Unlike most New World regions, where large, easy-to-manage vineyards reign, Bodega Garzón’s 250 hectares of vineyard are a patchwork quilt of roughly 1,500 individual parcels, the aspect, exposure, and soil of each one allowing for hyperlocal experiments with any of the 10-plus grape varieties planted there. The clement climate allows for a wide range of grapes to be grown, and Bodega Garzón’s array—which includes heavy hitters such as albariño, pinot noir, pinot gris, merlot, and sauvignon blanc—is sure to appeal to almost any palate. However, from the entry-level reserva tier to the extremely limited petit clos collection, it is tannat that maintains pride of place in Bodega Garzón’s portfolio. Indigenous to southwestern France, tannat was popularized by Basque immigrants in the 1870s, whereafter it became the country’s signature grape.

Bodega Garzón produces an incredible amount of its fruity, fun, entry-level reserva tannat, a wine on which it has made its name around the world, but it honours Uruguay’s winemaking history best by using the grape in its high-end varietal bottlings and blends. Of the former, the 2022 Petit Clos Tannat shows off the structured tannic backbone that tannat is both famous for and potentially named after, and is laced with a moody amalgam of cherry, Seville orange, and tobacco flavours.

 

Bodega Garzón

 

Balasto, Bodega Garzón’s icon wine named after the ballast granite soils of the estate, blends tannat with cabernet franc, petit verdot, marselan, and merlot in various quantities depending on the vintage. The current release from the 2020 vintage is composed of 42 per cent tannat, 39 per cent cabernet franc, and 19 per cent petit verdot and provides a round, full-bodied tasting experience from which comparisons to other icon wines can be drawn while also offering a glimpse into the soul of Uruguay’s unique wine scene.

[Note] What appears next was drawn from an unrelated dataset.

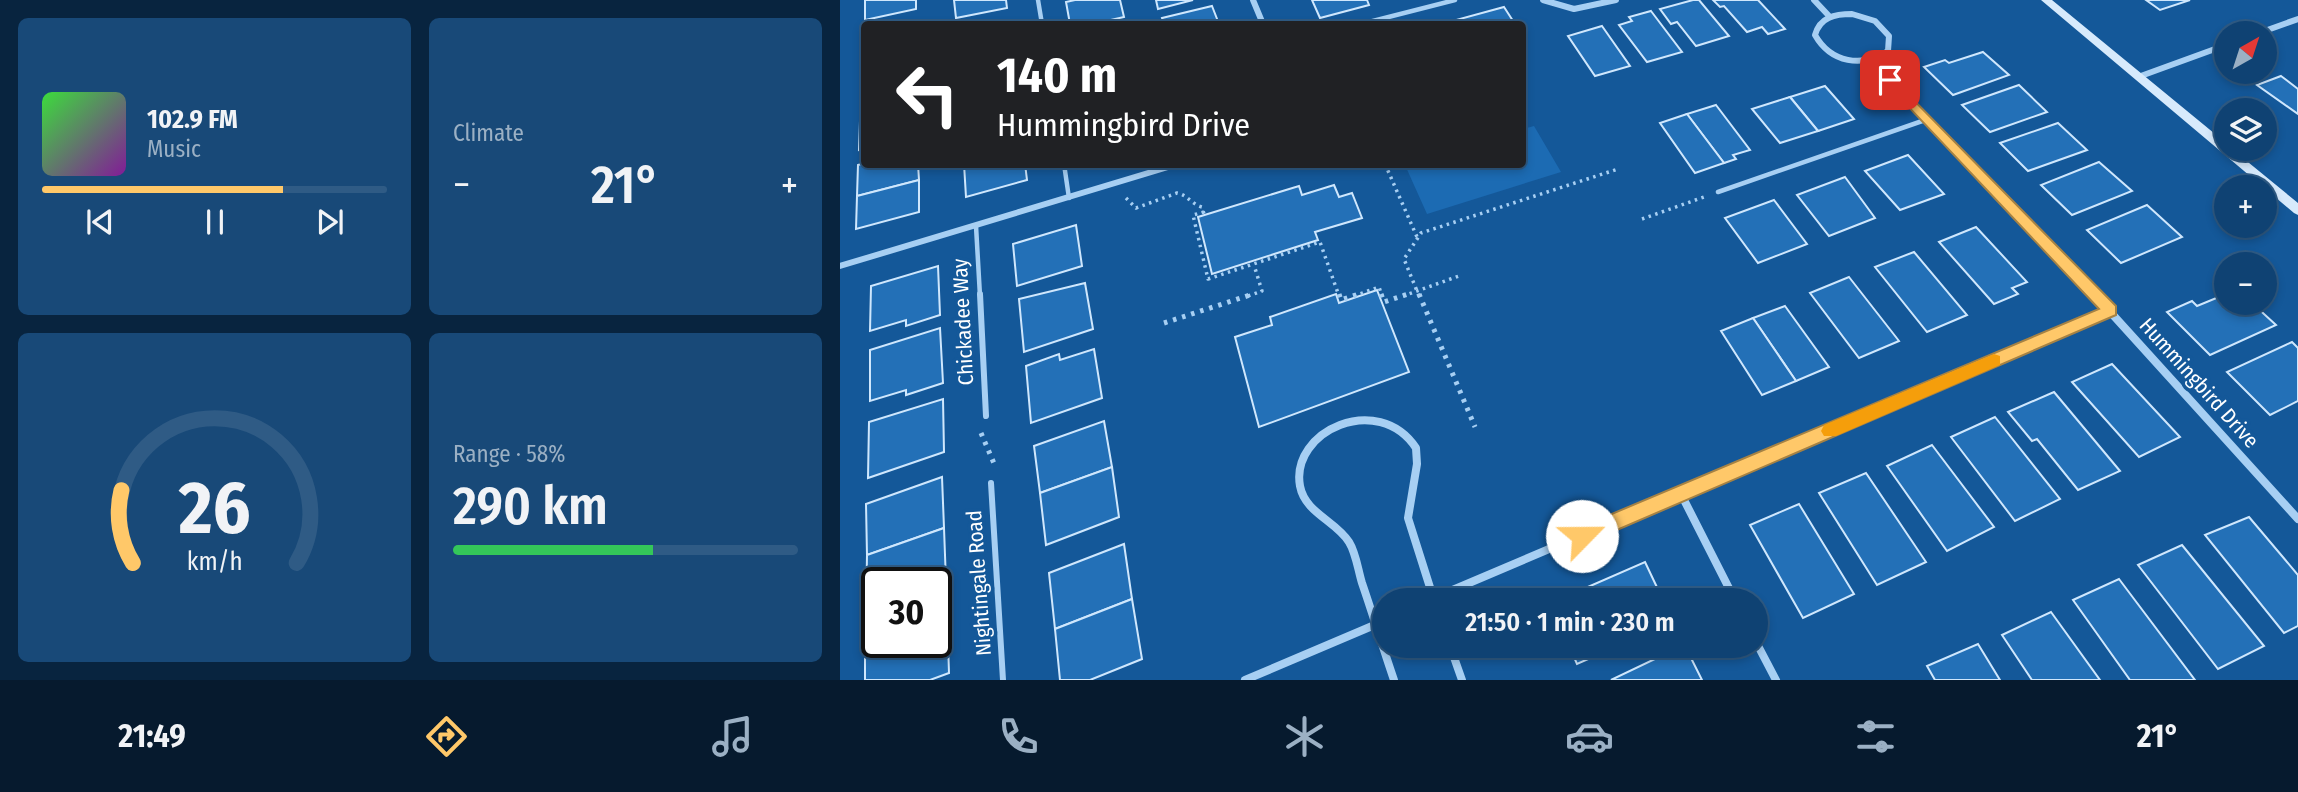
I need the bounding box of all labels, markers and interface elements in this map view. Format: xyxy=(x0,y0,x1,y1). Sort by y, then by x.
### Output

With its long and storied winemaking history, Uruguay is no stranger to the vine. Perfect for pairing with the country’s by-and-large spectacular cuts of beef, its tannat-based wines have kept thirsty citizens hydrated and happy for many years. But it is only in the last decade and a half that the “Switzerland of South America” has arrived on the world wine stage—thanks to Bodega Garzón. With its impressive wines farmed in a stunning setting, Bodega Garzón has almost singlehandedly defined what Uruguayan wine both is today and can be in the future. Wind farms be damned.